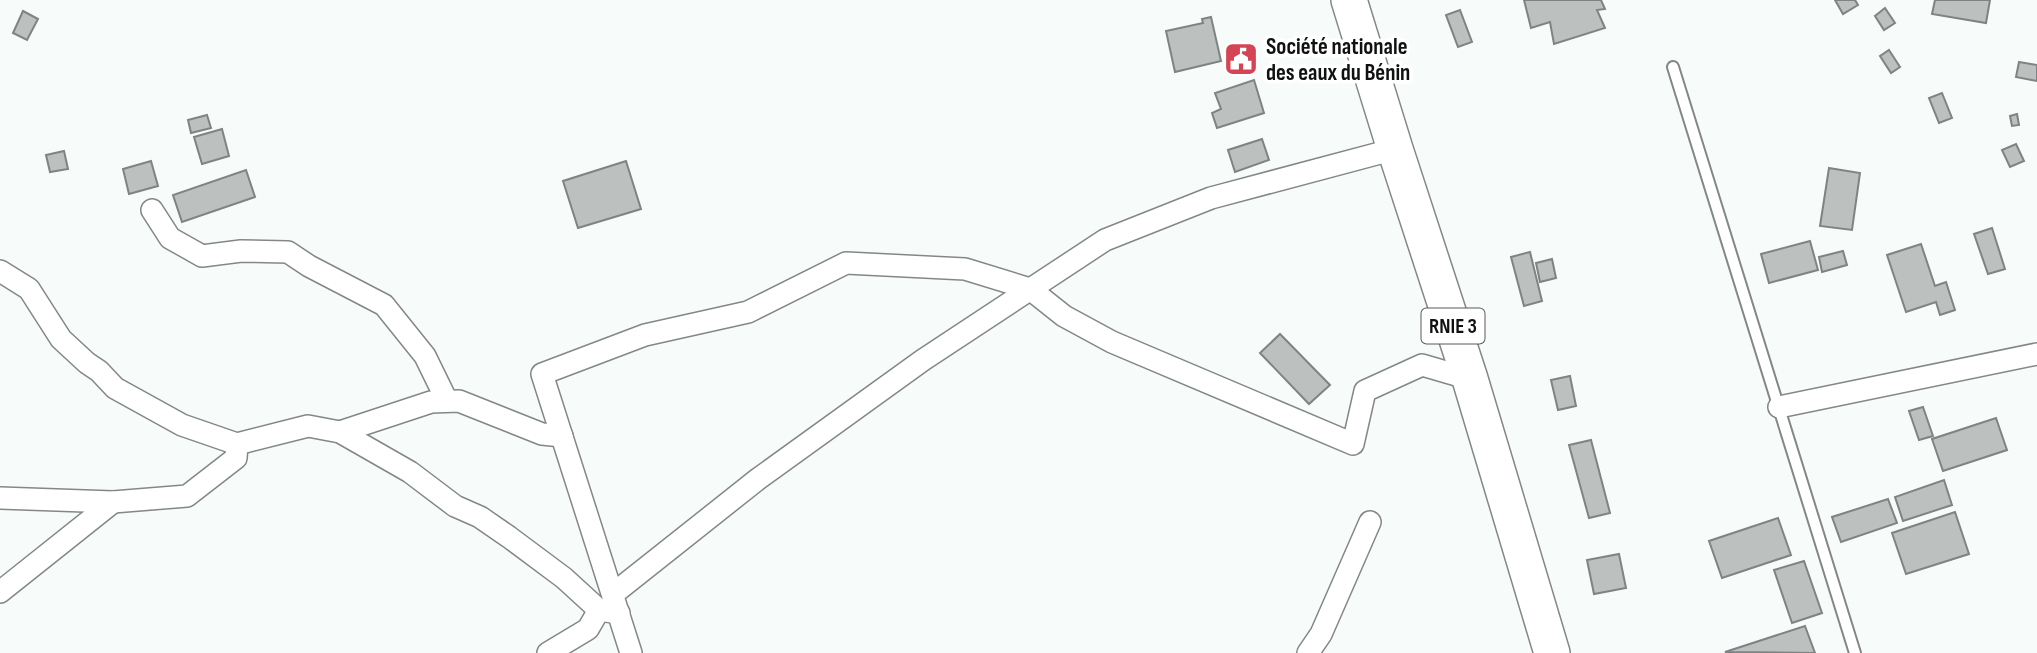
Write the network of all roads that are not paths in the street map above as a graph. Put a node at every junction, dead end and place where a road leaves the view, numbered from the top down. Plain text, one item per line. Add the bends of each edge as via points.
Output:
1 (1349, 0) edge
2 (1673, 67) dead end
3 (1395, 149) junction
4 (152, 210) dead end
5 (0, 271) edge
6 (1030, 289) junction
7 (2037, 354) edge
8 (1470, 379) junction
9 (447, 401) junction
10 (1779, 407) junction
11 (340, 432) junction
12 (562, 436) junction
13 (237, 444) junction
14 (0, 498) edge
15 (113, 502) junction
16 (1370, 522) dead end
17 (0, 592) edge
18 (610, 606) junction
19 (548, 653) edge
20 (631, 653) edge
21 (1308, 653) edge
22 (1552, 653) edge
23 (1855, 653) edge

1 - 3 highway, RNIE 3
2 - 10 lane
3 - 6 street via 1211,198 1105,240
3 - 8 highway, RNIE 3
4 - 9 street via 170,238 202,256 242,251 288,253 384,306 425,356
5 - 13 street via 29,289 61,339 114,388 182,425
6 - 8 street via 1064,316 1112,342 1353,444 1365,391 1422,365
6 - 12 street via 965,269 846,263 748,312 645,335 542,374
6 - 18 street via 758,479
7 - 10 street
8 - 22 highway, RNIE 3
9 - 11 street
9 - 12 street via 460,401 542,434
10 - 23 lane
11 - 13 street via 308,426
11 - 18 street via 410,472 455,506 480,517
12 - 18 street
13 - 15 street via 236,458 187,496
14 - 15 street
15 - 17 street
16 - 21 street via 1321,634
18 - 19 street via 588,629
18 - 20 street

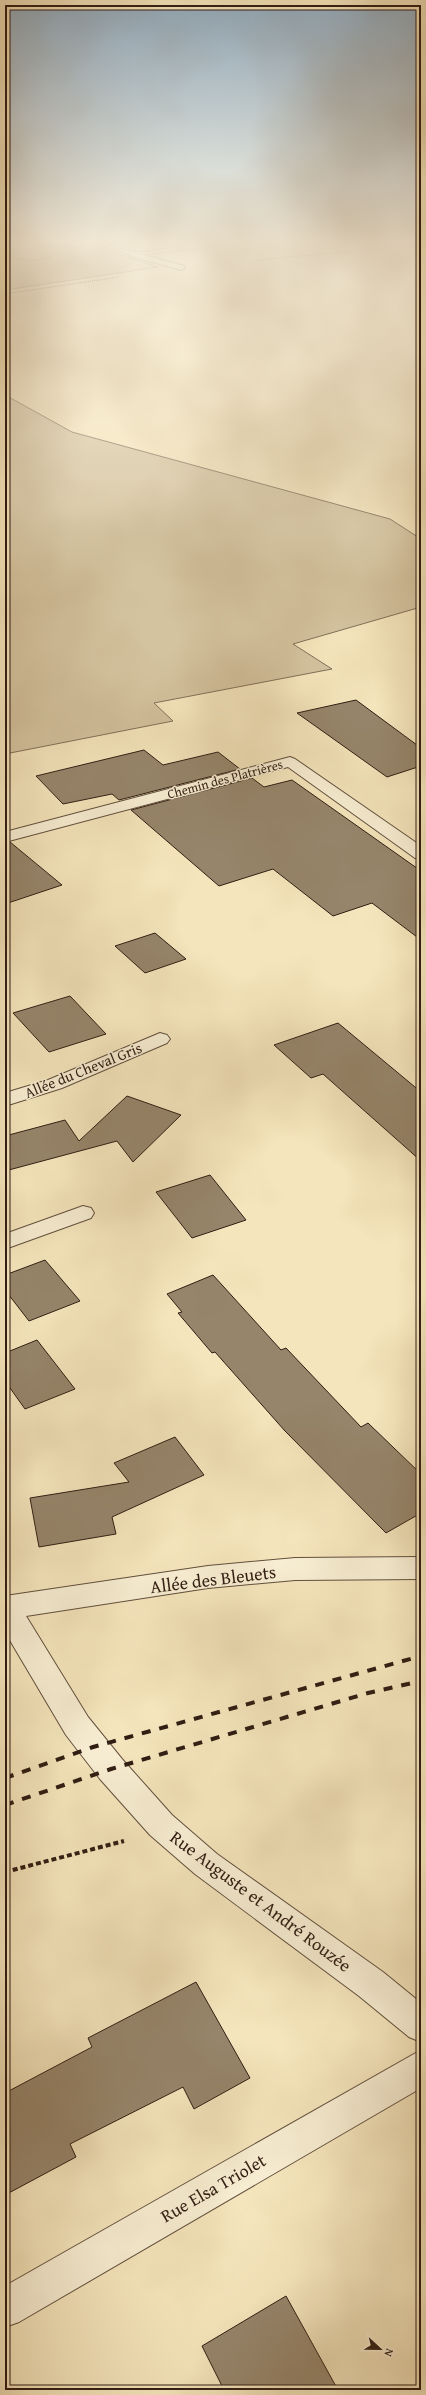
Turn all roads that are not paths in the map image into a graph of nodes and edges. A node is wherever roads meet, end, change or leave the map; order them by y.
1 (5, 837) edge
2 (421, 854) edge
3 (160, 1039) dead end
4 (5, 1100) edge
5 (83, 1213) dead end
6 (5, 1242) edge
7 (421, 1568) edge
8 (5, 1608) edge
9 (421, 2025) edge
10 (421, 2068) edge
11 (5, 2308) edge

1 - 2 street, Chemin des Platrières
3 - 4 street, Allée du Cheval Gris
5 - 6 street
7 - 8 street, Allée des Bleuets
8 - 9 street, Rue Auguste et André Rouzée
10 - 11 street, Rue Elsa Triolet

——————

Starting at the line that contains "Turn all roads", copy each line exactly through the end of the listing above. Include that first line and the last one, and add nothing.

Turn all roads that are not paths in the map image into a graph of nodes and edges. A node is wherever roads meet, end, change or leave the map; order them by y.
1 (5, 837) edge
2 (421, 854) edge
3 (160, 1039) dead end
4 (5, 1100) edge
5 (83, 1213) dead end
6 (5, 1242) edge
7 (421, 1568) edge
8 (5, 1608) edge
9 (421, 2025) edge
10 (421, 2068) edge
11 (5, 2308) edge

1 - 2 street, Chemin des Platrières
3 - 4 street, Allée du Cheval Gris
5 - 6 street
7 - 8 street, Allée des Bleuets
8 - 9 street, Rue Auguste et André Rouzée
10 - 11 street, Rue Elsa Triolet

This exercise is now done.